You’ll love that this low carb coconut cake with cream cheese frosting contains no sugar alcohols. It’s sweetened with a blend of stevia and monk fruit.
I’ve been doing really well staying away from sweets. But, last week I was craving some cake. So, I went through my recipes to see what I could make.
My most popular low carb cake recipe is probably the chocolate cake used in my German chocolate cake recipe. It’s the zucchini that makes it moist. I also used that chocolate cake as the base for my “Nutella” frosted chocolate cupcakes.
I wasn’t really in the mood for chocolate cake, but wondered how that recipe would do as a yellow cake. I thought about the green pieces of zucchini sticking out in the cake. Then, the idea struck to use yellow squash instead!
I’ve actually made a yellow squash cake before. You can find that recipe here. However, I used large cubed chunks of cooked yellow squash in that recipe.
Then, I remembered how I made a mock coconut pie out of yellow squash. And, I just happened to have a bag of coconut chips that had been sitting in the pantry for a while. So, I ended up getting the idea to make this low carb yellow squash coconut cake.
I was really excited about making a low carb coconut cake with some hidden yellow squash in it. I just love coconut and could eat it every day.
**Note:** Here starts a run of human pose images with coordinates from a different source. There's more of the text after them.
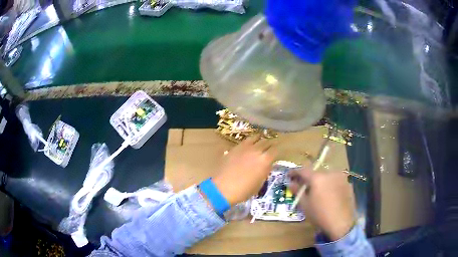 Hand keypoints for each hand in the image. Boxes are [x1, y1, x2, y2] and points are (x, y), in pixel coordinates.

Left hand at [212, 136, 276, 204]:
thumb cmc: (244, 190)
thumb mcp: (260, 183)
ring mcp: (245, 147)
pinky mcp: (235, 148)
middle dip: (269, 144)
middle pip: (266, 142)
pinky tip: (249, 146)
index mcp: (265, 160)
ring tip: (260, 143)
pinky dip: (249, 142)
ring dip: (260, 140)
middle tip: (270, 147)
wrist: (223, 188)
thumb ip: (265, 171)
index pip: (275, 150)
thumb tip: (267, 165)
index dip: (277, 151)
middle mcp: (257, 150)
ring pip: (256, 138)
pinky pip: (245, 141)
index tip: (277, 153)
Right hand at [289, 169, 355, 240]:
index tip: (289, 175)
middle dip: (309, 178)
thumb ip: (297, 192)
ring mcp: (341, 177)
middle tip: (304, 186)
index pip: (303, 170)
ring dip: (321, 181)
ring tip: (318, 191)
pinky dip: (331, 185)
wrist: (342, 223)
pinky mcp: (348, 183)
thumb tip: (291, 183)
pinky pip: (336, 181)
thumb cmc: (320, 215)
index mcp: (317, 177)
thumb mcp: (305, 205)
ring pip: (327, 176)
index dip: (295, 172)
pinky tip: (330, 195)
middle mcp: (330, 173)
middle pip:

It must be the Filipino blood coming out. I don’t think I’ve ever met anyone from the Philippines that didn’t love coconut. When I visited my family in the Philippines, there was a lot of food with coconut in it.
I wasn’t sure if I should frost this low carb yellow squash coconut cake or not. The cake would have been super tasty eaten plain. But, I opted to put on frosting so it would look prettier.
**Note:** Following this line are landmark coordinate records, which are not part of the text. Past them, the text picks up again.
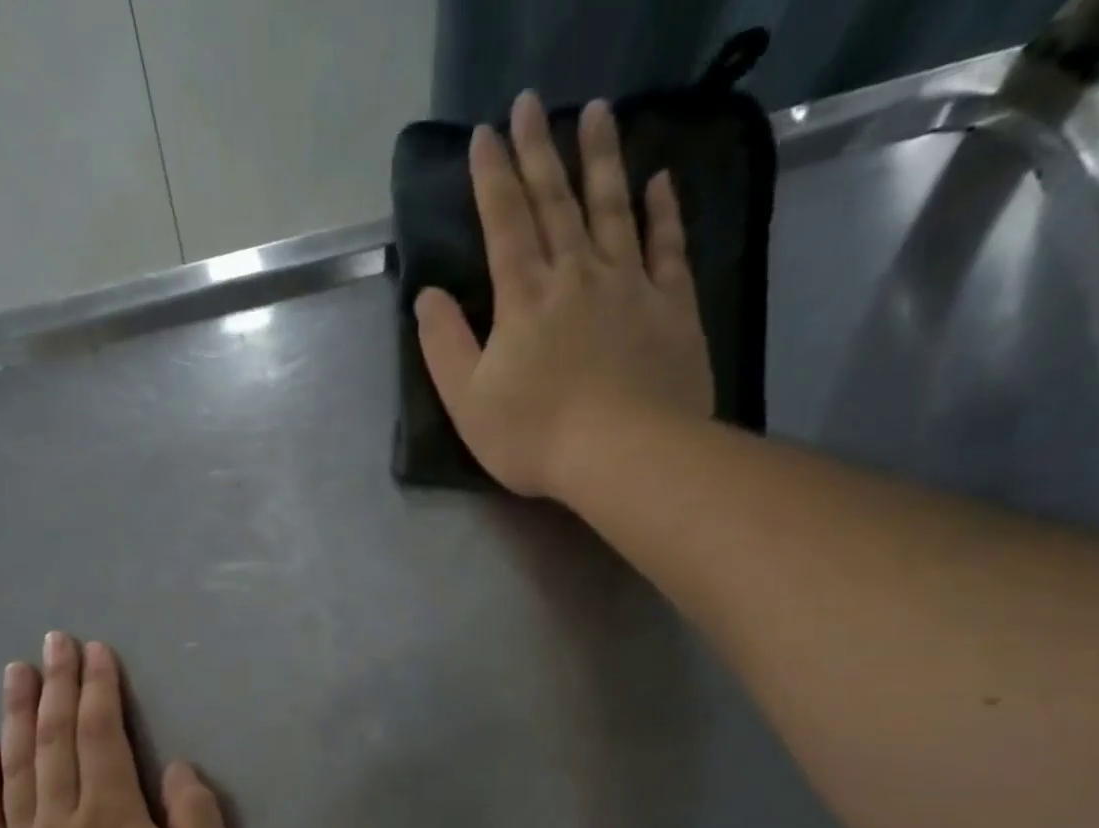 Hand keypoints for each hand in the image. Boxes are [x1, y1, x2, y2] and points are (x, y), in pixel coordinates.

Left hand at [0, 632, 230, 827]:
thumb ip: (196, 819)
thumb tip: (174, 767)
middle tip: (53, 642)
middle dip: (57, 687)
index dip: (99, 690)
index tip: (95, 651)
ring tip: (15, 673)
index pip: (102, 738)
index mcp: (112, 820)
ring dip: (16, 717)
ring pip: (16, 771)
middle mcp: (60, 824)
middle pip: (55, 742)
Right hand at [415, 92, 714, 500]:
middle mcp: (576, 276)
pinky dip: (663, 212)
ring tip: (597, 111)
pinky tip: (659, 182)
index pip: (504, 224)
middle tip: (532, 102)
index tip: (485, 134)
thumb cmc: (535, 436)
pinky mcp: (671, 306)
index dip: (492, 178)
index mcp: (524, 298)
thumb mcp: (468, 402)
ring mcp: (629, 286)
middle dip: (540, 151)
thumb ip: (444, 346)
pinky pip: (668, 247)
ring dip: (602, 159)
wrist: (623, 454)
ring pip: (613, 209)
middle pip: (555, 203)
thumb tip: (427, 297) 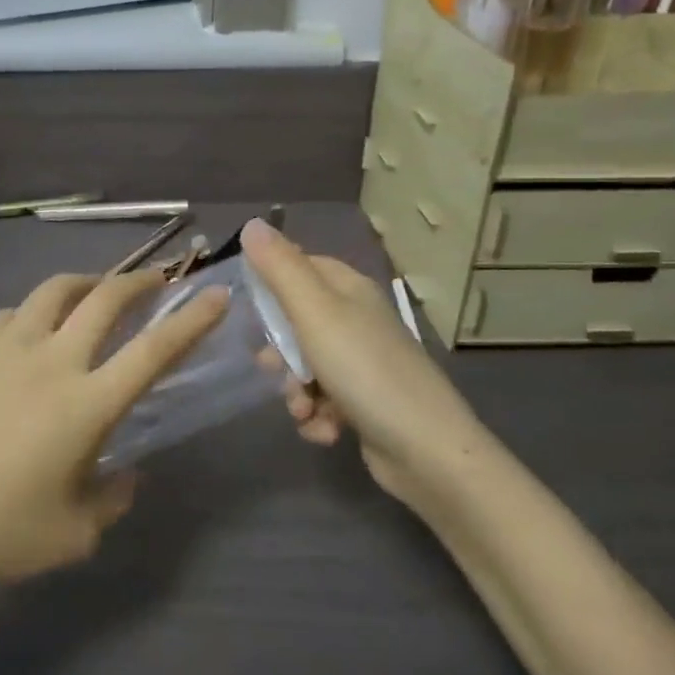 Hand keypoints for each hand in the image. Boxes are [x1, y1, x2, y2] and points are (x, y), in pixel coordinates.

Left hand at [0, 270, 227, 592]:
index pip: (153, 351)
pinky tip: (31, 330)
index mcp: (87, 404)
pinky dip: (33, 312)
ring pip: (54, 290)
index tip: (216, 296)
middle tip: (155, 282)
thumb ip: (113, 498)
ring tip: (95, 291)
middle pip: (105, 300)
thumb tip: (126, 473)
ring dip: (86, 283)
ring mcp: (6, 347)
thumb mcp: (75, 534)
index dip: (191, 320)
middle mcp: (52, 361)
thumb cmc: (1, 533)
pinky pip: (11, 313)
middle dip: (139, 283)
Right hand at [242, 218, 459, 501]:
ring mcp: (364, 363)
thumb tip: (252, 224)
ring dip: (296, 391)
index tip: (248, 308)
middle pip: (298, 321)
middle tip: (271, 367)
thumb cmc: (364, 370)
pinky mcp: (366, 403)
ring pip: (307, 366)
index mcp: (349, 290)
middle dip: (280, 350)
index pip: (300, 266)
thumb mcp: (314, 312)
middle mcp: (358, 321)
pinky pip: (324, 401)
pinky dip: (318, 417)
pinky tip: (324, 431)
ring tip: (303, 409)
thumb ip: (280, 268)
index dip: (271, 284)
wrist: (426, 450)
Pretty pictures seem to sell a recipe so that’s really the only reason I added it to the cake. You can serve it either way.
I’ve been moving away from sugar alcohols so I made the frosting without my usual powered erythritol blend. To keep it thick and fluffy without a powdered sweetener, I whipped up some butter and cream cheese together.
Then, I sweetened it with some coconut stevia blended with monk fruit. To enhance the flavor, I also added some vanilla extract. The cream cheese frosting was perfect. Just the right sweetness for me without any sugar alcohols!
I’m pretty sure that I’ll be eating this cake again. It’s a cake that full of healthy goodness. Now only is it loaded with coconut, but it’s got a veggie snuck in there.
There’s no need to feel guilty about eating this yummy low carb yellow squash coconut cake with cream cheese frosting. Heck, I was even eating it for breakfast.
I find that even erythritol can cause me digestive stress like other sugar alcohols if I eat too much of it. Fiber sweeteners give me bloating and gas. The only truly safe sweetener for me are stevia and monk fruit extracts.
If you prefer using a bulk sweetener like Sukrin or Swerve, the cake needs about 3/4 to 1 cup of sugar equivalent. The frosting needs about a half cup of sugar equivalent.
Of course, you may find that you like a little more or a little less. I find sweetness really varies by individual. As I move farther into the keto lifestyle, I like my food more savory than sweet.
I hope you enjoy this low carb yellow squash coconut cake as much as I do. The cream cheese frosting is also a recipe you’ll want to keep on hand.
The frosting recipe is a nice one to have that doesn’t use a powdered bulk sweetener. I’m going to try it with my zucchini spice cupcakes next! I know that’s another cake recipe that I can make without any sugar alcohols.
Have you ever made a cake with yellow squash?
Low Carb Coconut Cake with Cream Cheese Frosting
Coconut Cake with Cream Cheese Frosting
Stir together coconut flour, baking soda, baking powder, and salt.
Mix in eggs, coconut oil, vanilla extract, and sweeteners until well blended.
Stir in grated squash and coconut chips.
Pour mixture into a greased 7x11 or 8x8 inch pan.
Bake at 350F for about 25 minutes or until top is browned and toothpick inserted in center comes out clean.
Place on a rack to cool.
Cream together cream cheese and butter.
Add coconut stevia extract and monk fruit extract.
Whip until light and fluffy.
Frost cake and top with toasted coconut, if desired.